Your players are probably benefiting from your experience in that respect.

Even players who learned 4e aren't that 'new,' they're used to the d20 system and to dealing with lots of choices, even if those choices are presented in a legacy manner that might be unfamiliar.

...


Now, I will agree that a 5e DM can present a simplified face of the game to new players, via the basic resolution: player describes action, DM rules on how it will be resolved, DM describes results. Give out some pre-gens and the new player can be isolated from much of the minutiae of the game, with the DM providing a sort of power-steering assist to the bits they do interact with. And, that's a good thing, IMHO. 5e is ideal for an experienced DM, whether running for long-time players or complete newbies.

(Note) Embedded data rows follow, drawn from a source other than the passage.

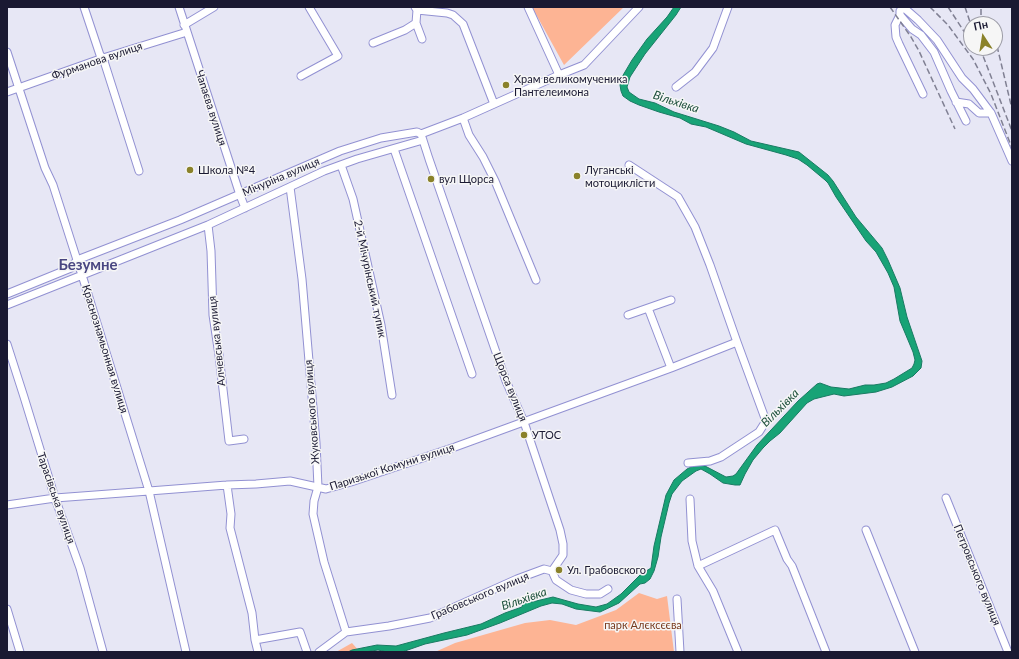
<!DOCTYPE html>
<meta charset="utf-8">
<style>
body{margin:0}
#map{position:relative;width:1019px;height:659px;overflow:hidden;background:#e7e7f5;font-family:Lato,sans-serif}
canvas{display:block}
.frame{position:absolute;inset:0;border:8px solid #1a1932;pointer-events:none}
.north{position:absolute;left:963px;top:16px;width:40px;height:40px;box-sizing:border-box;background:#f6f6f6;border:1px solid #9e9ea8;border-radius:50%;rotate:348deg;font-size:11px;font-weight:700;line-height:16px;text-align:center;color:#1a1932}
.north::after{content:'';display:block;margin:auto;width:14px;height:18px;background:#8a822a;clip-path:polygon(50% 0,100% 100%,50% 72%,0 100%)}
</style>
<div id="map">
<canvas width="1019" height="659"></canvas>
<div class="frame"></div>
<div class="north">Пн</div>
</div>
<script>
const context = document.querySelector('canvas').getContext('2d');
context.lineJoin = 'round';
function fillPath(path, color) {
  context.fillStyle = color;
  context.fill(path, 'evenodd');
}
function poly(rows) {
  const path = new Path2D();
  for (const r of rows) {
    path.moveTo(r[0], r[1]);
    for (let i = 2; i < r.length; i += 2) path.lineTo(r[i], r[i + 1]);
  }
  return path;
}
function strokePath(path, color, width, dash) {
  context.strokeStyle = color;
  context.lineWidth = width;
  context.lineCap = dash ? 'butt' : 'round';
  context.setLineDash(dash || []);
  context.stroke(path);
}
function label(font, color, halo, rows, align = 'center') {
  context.font = font + ' Lato,sans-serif';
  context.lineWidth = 3;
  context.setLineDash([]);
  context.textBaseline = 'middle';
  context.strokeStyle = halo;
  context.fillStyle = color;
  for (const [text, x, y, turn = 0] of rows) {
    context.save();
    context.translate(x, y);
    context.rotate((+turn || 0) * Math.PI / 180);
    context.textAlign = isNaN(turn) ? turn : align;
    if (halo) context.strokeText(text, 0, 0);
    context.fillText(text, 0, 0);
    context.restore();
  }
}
fillPath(poly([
 [532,7,624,7,564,65],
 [639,593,657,599,667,596,674,652,435,652,455,643,525,623,550,620,576,625,616,610],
 [352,643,360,652,336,652]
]), '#fdb494');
const water = poly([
 [674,7,681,7,676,15,645,54,630,77,627,87,629,92,639,99,655,103,674,112,719,126,734,132,751,141,799,152,828,175,833,181,856,217,882,248,888,260,900,288,907,317,922,361,921,368,913,376,892,387,876,392,844,396,834,394,814,399,807,403,780,433,770,441,763,448,753,460,745,474,740,485,735,485,723,483,710,474,701,469,696,471,682,481,672,494,669,503,661,537,658,557,654,571,650,579,645,583,640,584,619,603,600,612,576,609,562,604,552,603,541,606,500,623,467,635,425,644,402,652,387,652,378,650,365,652,348,652,352,650,377,645,396,646,444,633,481,624,505,613,522,607,523,602,532,602,553,597,578,604,596,607,607,604,621,594,640,575,651,568,654,546,666,495,674,480,687,469,693,466,699,465,705,466,726,477,733,476,736,474,757,445,798,401,817,384,820,383,831,387,849,389,865,385,874,385,886,383,894,379,912,368,914,364,915,360,913,352,900,321,894,287,888,273,876,252,866,241,836,197,828,183,825,180,807,165,798,159,786,155,746,144,706,127,691,124,680,118,659,112,639,105,630,101,623,96,621,91,620,85,622,77,632,60,647,39,667,17,674,7]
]);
fillPath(water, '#18a376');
strokePath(water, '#197a62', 1);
const minor = poly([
 [84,7,100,55,103,58,139,171],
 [179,7,240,195,245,208],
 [415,7,417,10,447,13,453,15,463,24,494,104],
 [528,7,559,75],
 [903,7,918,20,937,40,962,78,973,89,991,113,1012,161],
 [417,10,416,23,422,39],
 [900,11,900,15,895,25,896,37,899,44,923,94],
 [900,15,912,29,921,35,934,52,951,91,966,121],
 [184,25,214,7],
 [373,43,405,30,416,23],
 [7,52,45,168,53,185,77,260,82,275,149,491,186,652],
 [301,76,338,56,309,7],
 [676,87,695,72,713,48,728,7],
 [7,92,103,58,187,32],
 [956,102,969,104,979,113,991,113],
 [463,118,469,135,483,157,495,181,536,280],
 [421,134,429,159,506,381,524,422,560,530,563,544,563,555,552,571,556,580,571,590,586,594,600,594,608,589],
 [394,149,472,374],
 [341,165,353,199,381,325,392,395],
 [629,165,678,197,695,227,710,265,737,342,766,421,759,432,721,457,710,461,688,463],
 [290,187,302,279,316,443,318,487,314,501,313,514,324,562,346,632],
 [208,225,211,251,213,315,219,355,229,441,244,439],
 [7,294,71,268,77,260,180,220,340,151,381,138,417,132,421,134,463,118,559,75,584,65,639,7],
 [7,305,208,225,324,171,357,159,423,140],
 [648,308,671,368],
 [628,315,671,300],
 [7,344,24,397,55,498,80,568,103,652],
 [227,485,231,514,230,528,252,613,255,640,258,652],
 [946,498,1008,652],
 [690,499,692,541,698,566],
 [7,505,55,498,149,491,227,485,256,484,290,481,326,489,351,482,455,447,671,368,737,342],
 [866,530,915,652],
 [677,599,680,652],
 [7,609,20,652],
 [255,640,300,632,307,652],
 [319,652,346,632,389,626,430,618,517,579,544,569,552,571],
 [738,652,713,591,698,566,775,530,787,559,792,566,826,652]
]);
strokePath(minor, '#9291d2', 9);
strokePath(minor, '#fff', 7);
strokePath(poly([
 [890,7,911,37,919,51,955,129],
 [930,7,948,25,964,47,973,59,991,94,1012,148],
 [948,7,971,42],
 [965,7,971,25],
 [981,24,981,7],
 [997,46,1012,109],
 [980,48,1012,131]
]), '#808093', 1.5, [6, 3]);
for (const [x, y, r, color] of [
 [506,85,4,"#8a822a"],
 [190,170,4,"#8a822a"],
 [577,176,4,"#8a822a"],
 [431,179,4,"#8a822a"],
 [524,435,4,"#8a822a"],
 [559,570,4,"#8a822a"]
]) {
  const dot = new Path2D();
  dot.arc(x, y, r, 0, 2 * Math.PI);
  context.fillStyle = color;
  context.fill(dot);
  strokePath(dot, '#f6f6f6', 1.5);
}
label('11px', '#1a1932', '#f6f6f6', [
 ["Фурманова вулиця",97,61,-19],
 ["Чапаєва вулиця",211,108,72],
 ["Мічуріна вулиця",281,177,-23],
 ["2-й Мічурінський тупик",370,279,78],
 ["Алчевська вулиця",217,341,-96],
 ["Краснознамьонная вулиця",105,349,73],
 ["Щорса вулиця",510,387,68],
 ["Жуковського вулиця",312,412,-94],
 ["Паризької Комуни вулиця",392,467,-18],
 ["Тарасівська вулиця",56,498,71],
 ["Петровського вулиця",977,575,68],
 ["Грабовського вулиця",480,596,-23]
]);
label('11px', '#1a1932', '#f6f6f6', [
 ["Храм великомученика",514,79],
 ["Пантелеимона",514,92],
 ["Школа №4",198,170],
 ["Луганські",585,170],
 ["мотоциклісти",585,183],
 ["вул Щорса",439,179],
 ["УТОС",532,435],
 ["Ул. Грабовского",567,570]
], 'left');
label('11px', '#783a1d', '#f6f6f6', [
 ["парк Алєксєєва",643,625]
]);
label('italic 12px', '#1e503c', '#f6f6f6', [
 ["Вільхівка",676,102,18],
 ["Вільхівка",780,408,-45],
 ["Вільхівка",524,599,-19]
]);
label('bold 15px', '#494681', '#f6f6f6', [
 ["Безумне",88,265]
]);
</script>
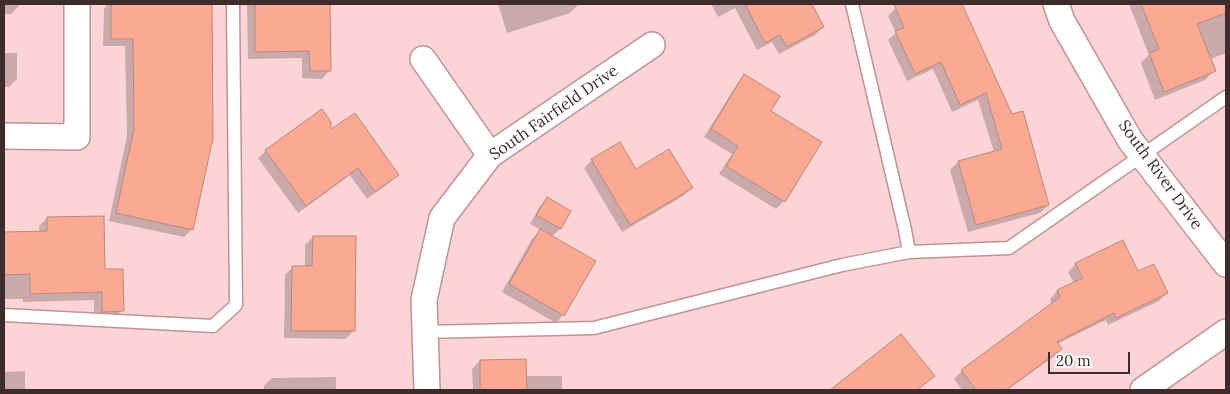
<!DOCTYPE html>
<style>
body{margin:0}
#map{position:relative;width:1230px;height:394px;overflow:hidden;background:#fdd4d5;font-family:Lora,serif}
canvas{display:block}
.frame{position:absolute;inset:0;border:5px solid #3e2b2c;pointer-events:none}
.scale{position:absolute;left:1048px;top:352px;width:82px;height:22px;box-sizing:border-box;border:2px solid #3e2b2c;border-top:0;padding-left:6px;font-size:15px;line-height:18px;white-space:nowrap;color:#3e2b2c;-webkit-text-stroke:4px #fff;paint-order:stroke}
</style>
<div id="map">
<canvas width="1230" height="394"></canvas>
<div class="frame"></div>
<div class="scale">20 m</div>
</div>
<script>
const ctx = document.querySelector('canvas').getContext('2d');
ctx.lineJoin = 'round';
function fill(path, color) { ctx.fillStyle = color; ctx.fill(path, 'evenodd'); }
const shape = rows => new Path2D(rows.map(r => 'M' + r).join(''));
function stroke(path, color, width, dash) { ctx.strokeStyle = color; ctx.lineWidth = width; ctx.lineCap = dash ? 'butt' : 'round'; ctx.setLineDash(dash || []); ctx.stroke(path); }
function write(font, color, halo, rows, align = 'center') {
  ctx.font = font + ' Lora,serif'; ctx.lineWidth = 5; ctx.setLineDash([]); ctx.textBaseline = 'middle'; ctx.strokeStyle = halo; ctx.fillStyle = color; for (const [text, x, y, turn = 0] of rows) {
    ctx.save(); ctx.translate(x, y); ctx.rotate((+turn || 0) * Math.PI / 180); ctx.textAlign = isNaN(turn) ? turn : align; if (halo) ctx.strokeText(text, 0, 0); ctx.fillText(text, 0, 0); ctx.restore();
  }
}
fill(shape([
 [4,4,19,4,19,6,11,14,4,14],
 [108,4,211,4,212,137,192,229,184,237,109,221,127,136,125,46,103,46,104,9],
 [247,4,329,4,329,71,322,79,302,78,302,58,248,59],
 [498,4,578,4,578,5,570,13,507,33],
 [711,4,811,4,823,27,815,35,779,54,772,42,757,50,735,8,718,17],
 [905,4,961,4,1012,115,1048,205,1040,213,968,232,950,170,958,162,994,152,978,100,952,112,933,69,907,81,888,40,896,33,888,16,896,8],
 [1129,4,1226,4,1226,53,1210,59,1214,71,1205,80,1155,100,1141,63,1149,55],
 [4,53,17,53,17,79,9,87,4,87],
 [745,76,769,112,784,201,776,209,719,174,732,154,704,137,737,84],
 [330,131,398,174,390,182,367,199,350,175,298,213,258,158,266,151],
 [619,143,635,170,691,188,683,196,622,232,584,168,592,160],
 [547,199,570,211,560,229,551,237,563,315,556,323,502,292,532,239,541,230,530,224,540,206],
 [47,218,104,271,122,310,114,318,94,319,94,300,23,302,23,299,4,299,4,233,40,233,39,226],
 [313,237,353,331,346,339,284,338,285,275,293,267,305,267,305,245],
 [1076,264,1138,273,1167,293,1159,301,1108,325,1106,320,1057,344,1061,349,1053,357,1007,390,962,390,954,379,962,371,1052,304,1050,299,1057,291,1074,283,1068,272],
 [901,335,933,376,926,383,917,390,832,390],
 [480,361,525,376,562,376,562,390,473,390,472,369],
 [25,371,25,390,4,390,4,372],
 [336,377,336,390,264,390,264,386,272,378],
 [656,389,656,390,604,390]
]), '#0003');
const building = shape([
 [111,4,212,4,213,138,193,230,116,213,134,128,133,39,111,39,111,4],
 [255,4,330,4,331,71,310,71,309,51,255,52,255,4],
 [745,4,812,4,824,27,787,47,780,35,765,43,745,4],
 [894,4,962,4,1012,114,1023,111,1049,205,976,225,958,161,1002,149,986,93,960,105,941,62,915,74,895,31,904,28,894,4],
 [1141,4,1226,4,1226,13,1197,24,1216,71,1164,92,1149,53,1159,49,1141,4],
 [744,74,780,96,771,111,822,142,785,202,726,166,738,146,711,129,744,74],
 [322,109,331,122,331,129,355,113,399,175,375,192,358,168,306,206,265,150,322,109],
 [620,142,636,169,669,149,693,188,630,225,591,159,620,142],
 [547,197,571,211,561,229,536,215,547,197],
 [104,216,105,269,123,269,124,311,102,312,102,292,30,294,30,274,4,275,4,232,47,231,47,217,104,216],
 [540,229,596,261,564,316,509,284,540,229],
 [313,236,356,236,355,331,291,331,292,266,312,266,313,236],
 [1123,240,1138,271,1154,264,1168,293,1116,318,1114,313,1057,342,1062,349,1006,390,976,390,961,370,1060,297,1057,290,1083,278,1075,263,1123,240],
 [901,334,935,376,917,390,830,390,901,334],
 [526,359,527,390,480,390,480,360,526,359]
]);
fill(building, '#fba992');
stroke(building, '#b5897d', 1);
const lane = shape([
 [852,4,905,230,909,252],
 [4,315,213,326,236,305,233,4],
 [425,332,594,328,842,265,909,252,1009,248,1226,97]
]);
const street = shape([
 [1056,4,1062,21,1130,140,1226,264],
 [423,59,490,155],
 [4,136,77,137,77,4],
 [427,390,424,300,442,218,490,155,652,45],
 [1143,390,1226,332]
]);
stroke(lane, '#c19294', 15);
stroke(street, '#c19294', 28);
stroke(lane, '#fff', 12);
stroke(street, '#fff', 25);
write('16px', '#3e2b2c', '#fff', [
 ["South Fairfield Drive",554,113,-35],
 ["South River Drive",1160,175,54]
]);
</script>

Disagree. To hand-wave complexity, you need to have a high degree of system mastery - you have to know what the complexity accomplishes, so that you don't lose a meaningful game element when you hand-wave it.
Not true, if you base your hand-waving on what's happening at table, in the moment, to make a good experience. You're not modding the rules, you're ruling on the situation. 5e lends itself very neatly to that kind of DM judgement.

You already have to understand the complexity. To add complexity to a robust system requires comparatively low system mastery. Robust is the keyword there: that is the trait that makes it hard to break. A system that seeks out precise balance and carefully contextualized options is not robust, even if there are a few of them.
A robust system is one that's balanced in spite of how you use it, not one that's balanced in spite of how you /change/ it - that latter's simply not possible. And, it has to be balanced up-front. 5e doesn't have any kind of robust balance, because balance isn't front-loaded, it's left to the DM. Adding the kind of balanced-choice complexity 5e lacks would be a matter of game-design, morese than system mastery, and, yes, that's not easy at all. You can absolutely hand-wave complexity in 5e (and it does have a fair bit of it to hand-wave, even if there are some classes that are pretty simplistic in their available in-play options), and there's little risk of balance being harmed by doing so, since balance is something the DM is already empowered to impart upon the game in the measure he finds works best for his group.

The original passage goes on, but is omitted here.